El presidente de la Federación Paraguaya de Tenis de Mesa, Benjamín Real, afirmó que el éxito de la organización dependerá de un factor clave: la disciplina en el trabajo. “No hay grandes secretos: el trabajo estará basado en la planificación, la coordinación y el cumplimiento de los estándares internacionales establecidos por la ITTF”, sostuvo en entrevista.
Real explicó que el proceso no se limitará a tareas administrativas, sino que incluirá un acompañamiento técnico permanente por parte de la ITTF. Según detalló, el Comité Organizador Local trabajará de forma cercana con profesionales del organismo internacional, quienes se encargarán de supervisar cada etapa del desarrollo previo al torneo.
En ese sentido, adelantó que la ITTF realizará visitas técnicas, reuniones periódicas y seguimiento continuo, con el objetivo de asegurar que Paraguay cumpla cada requisito establecido para un campeonato de esta magnitud. La presencia constante de los expertos internacionales marcará el ritmo del trabajo organizativo.
Desde la Federación, Real aseguró que el compromiso local se enfocará en ejecutar cada área operativa sin improvisaciones. “Desde Paraguay, nuestro compromiso será ejecutar cada área operativa de acuerdo con lo planificado”, expresó, remarcando que el evento exigirá precisión en logística, infraestructura, organización deportiva y atención a delegaciones.
Además, el plan no se mantendrá rígido si surgen desafíos en el camino. El comité ajustará los procesos cuando sea necesario, con el objetivo de cumplir al máximo los estándares de calidad exigidos por la ITTF.
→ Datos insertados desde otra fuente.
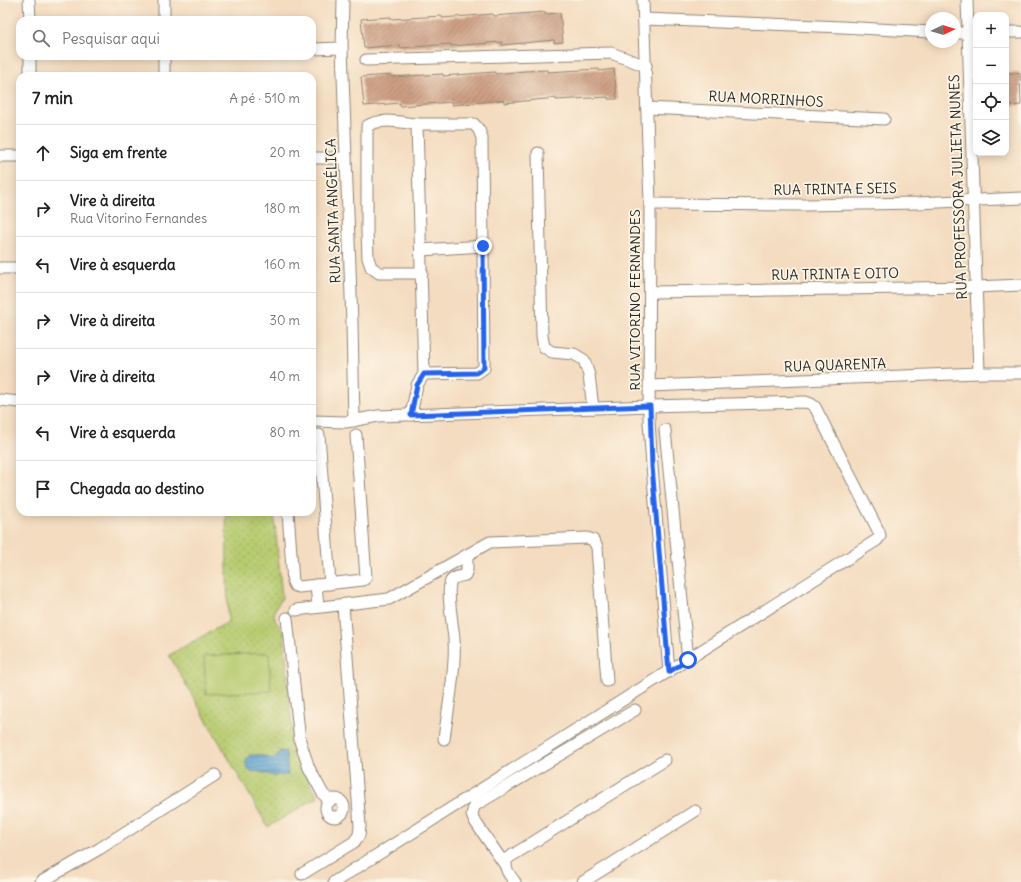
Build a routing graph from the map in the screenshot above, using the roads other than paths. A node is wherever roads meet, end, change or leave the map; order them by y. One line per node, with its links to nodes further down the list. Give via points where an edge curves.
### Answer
1 (30, 0): 6 (street)
2 (164, 0): 7 (street)
3 (343, 0): 14 (street, RUA SANTA ANGÉLICA)
4 (643, 0): 8 (street, RUA VITORINO FERNANDES)
5 (967, 0): 13 (street, RUA PROFESSORA JULIETA NUNES)
6 (30, 16)
7 (164, 16)
8 (644, 19): 9 (street); 19 (street, RUA VITORINO FERNANDES)
9 (925, 32)
10 (1009, 32): 11 (street)
11 (1021, 32)
12 (961, 33): 13 (street)
13 (972, 33): 31 (street, RUA PROFESSORA JULIETA NUNES)
14 (342, 48): 15 (street); 29 (street, RUA SANTA ANGÉLICA)
15 (316, 49)
16 (30, 60): 20 (street)
17 (164, 60): 21 (street)
18 (366, 60): 19 (street, via 611,52)
19 (646, 66): 22 (street, RUA VITORINO FERNANDES)
20 (30, 72)
21 (164, 72)
22 (647, 108): 23 (street, RUA MORRINHOS); 32 (street, RUA VITORINO FERNANDES)
23 (884, 119)
24 (417, 124): 33 (street, via 474,124 479,130 482,138); 34 (street); 37 (street, via 382,121 367,126 367,231 371,267 379,273)
25 (538, 153): 48 (street, via 544,347 552,352 574,354 584,360 589,375)
26 (0, 156): 27 (street)
27 (16, 156)
28 (316, 158): 29 (street)
29 (346, 158): 51 (street, RUA SANTA ANGÉLICA)
30 (1021, 198): 31 (street, RUA TRINTA E SEIS)
31 (973, 200): 32 (street, RUA TRINTA E SEIS, via 806,205); 39 (street, RUA PROFESSORA JULIETA NUNES)
32 (650, 204): 40 (street, RUA VITORINO FERNANDES)
33 (483, 246): 34 (street); 43 (street, via 484,368 476,373)
34 (421, 250): 37 (street)
35 (0, 268): 36 (street)
36 (16, 268)
37 (422, 273): 43 (street)
38 (1021, 286): 39 (street, RUA TRINTA E OITO)
39 (976, 287): 40 (street, RUA TRINTA E OITO); 41 (street, RUA PROFESSORA JULIETA NUNES)
40 (650, 292): 44 (street, RUA VITORINO FERNANDES)
41 (979, 373): 42 (street, RUA QUARENTA); 44 (street, RUA QUARENTA)
42 (1021, 373)
43 (424, 374): 49 (street, via 417,385)
44 (650, 386): 47 (street, RUA VITORINO FERNANDES)
45 (0, 400): 46 (street)
46 (16, 402)
47 (650, 406): 48 (street); 63 (street, via 811,404 880,536 878,540); 64 (street, RUA VITORINO FERNANDES, via 652,466)
48 (593, 408): 49 (street)
49 (411, 415): 51 (street, via 378,416)
50 (316, 421): 51 (street)
51 (354, 421)
52 (665, 430): 63 (street)
53 (319, 435): 57 (street)
54 (356, 435): 57 (street, via 366,578)
55 (288, 516): 58 (street, via 293,582 299,587)
56 (467, 555): 59 (street, via 389,599); 65 (street, via 490,542 572,538 593,540 597,547); 67 (street, via 465,575 451,581 454,640)
57 (330, 584): 58 (street)
58 (316, 585): 60 (street)
59 (343, 604): 60 (street); 73 (street, via 359,835 354,842)
60 (318, 607): 61 (street)
61 (296, 610)
62 (287, 618): 70 (street, via 300,741 309,768 323,794)
63 (688, 660): 64 (street)
64 (669, 672): 75 (street)
65 (607, 681)
66 (634, 710): 72 (street, via 474,806 474,820)
67 (444, 739)
68 (665, 760): 72 (street, via 508,858)
69 (216, 775): 74 (street, via 99,849)
70 (330, 801)
71 (695, 811): 77 (street)
72 (505, 865): 76 (street)
73 (302, 874)
74 (41, 882)
75 (334, 882)
76 (515, 882)
77 (583, 882)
El presidente destacó que el desafío no solo consistirá en montar un torneo, sino en construir una experiencia completa para todos los involucrados. En ese marco, apuntó a brindar una organización sólida para atletas, delegaciones, oficiales y también para el público que acompañará el evento.
Con esta estrategia, Paraguay busca consolidar su imagen como sede confiable en competencias internacionales y dejar un precedente en la región. La Federación apuesta a que el Mundial Juvenil ITTF 2027 no solo represente un hito deportivo, sino también un impulso institucional para el crecimiento del tenis de mesa paraguayo.